Scripture Anchor: John 21:1–19
Peter’s fracture is painfully public: three denials, in the dark, near a charcoal fire. If you’ve ever failed in the moment you most wanted to be faithful, you understand Peter’s kind of break. It isn’t only sin; it’s disillusionment with yourself.
Then comes John 21. After the resurrection, Jesus meets the disciples by the sea. There’s another charcoal fire—an intentional echo. Jesus recreates the emotional setting of Peter’s failure, not to shame him, but to heal him. That is Kintsugi-level mercy: God doesn’t avoid the crack; He returns to it with gold.
Three times Jesus asks, “Do you love Me?” It’s not redundancy—it’s repair. A careful rejoining. And then Jesus gives Peter purpose: “Feed My sheep.” Notice the order. Jesus restores relationship before assigning responsibility. He doesn’t say, “Earn your way back into usefulness.” He says, “Be with Me—and from that love, serve.”
Peter also goes back to fishing, as if returning to an old identity. Yet Jesus meets him there. The miracle of the abundant catch is a gentle reminder: “I’m still the One who calls you. Your failure didn’t cancel My voice.” When Jesus later tells Peter about the future, it’s not punishment; it’s belonging—Peter will follow all the way, but this time with grace rather than bravado.

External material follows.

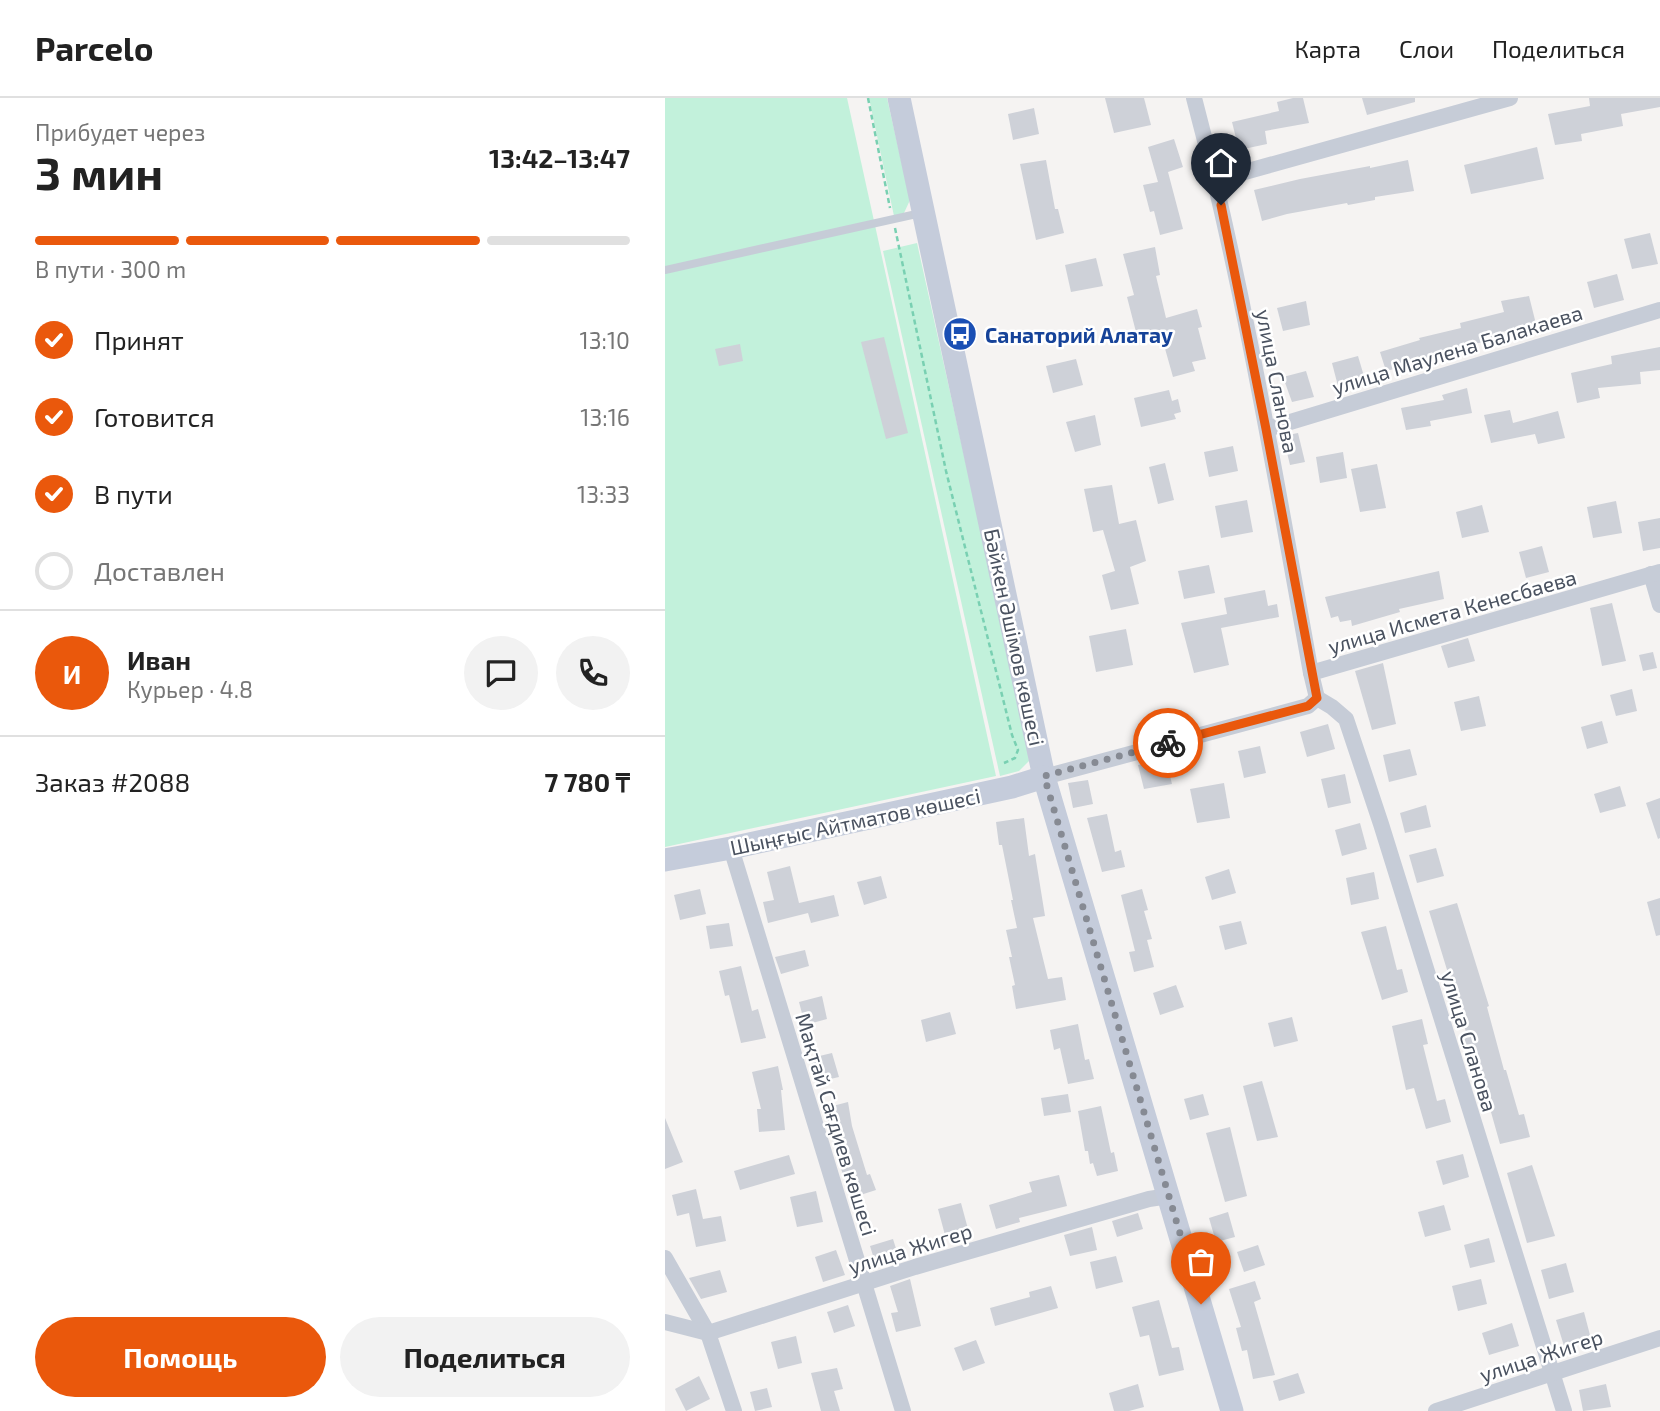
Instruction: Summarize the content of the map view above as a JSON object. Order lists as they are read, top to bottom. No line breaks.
{"streets":{"main road":["Бәйкен Әшімов көшесі","Шыңғыс Айтматов көшесі"],"street":["улица Маулена Балакаева","улица Сланова","улица Исмета Кенесбаева","Мақтай Сағдиев көшесі","улица Жигер"]},"crossings":[["улица Маулена Балакаева","улица Сланова"],["улица Сланова","улица Исмета Кенесбаева"],["улица Сланова","улица Жигер"],["Бәйкен Әшімов көшесі","Шыңғыс Айтматов көшесі"],["Бәйкен Әшімов көшесі","улица Жигер"],["Шыңғыс Айтматов көшесі","Мақтай Сағдиев көшесі"],["Мақтай Сағдиев көшесі","улица Жигер"]],"places":{"bus stop":["Санаторий Алатау"]},"page":{"header":"Parcelo","nav":["Карта","Слои","Поделиться"],"heading":["3 мин","Прибудет через","13:42–13:47"],"panel":["Иван","Курьер · 4.8","Заказ #2088","7 780 ₸"],"bar":"В пути · 300 m","list":[["Принят","13:10"],["Готовится","13:16"],["В пути","13:33"],"Доставлен"],"round":"И","buttons":["Помощь","Поделиться"]}}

Kintsugi sometimes uses gold to highlight seams that would otherwise be weak points. In the same way, Peter’s restored weakness becomes his strength. The man who once boasted becomes a shepherd. The one who collapsed becomes compassionate. God doesn’t waste the place you broke; He can shape it into the place you lead from.
Practice
Name one failure you keep replaying. Ask Jesus: “How do You want to meet me at this charcoal fire?” Then listen—without rushing.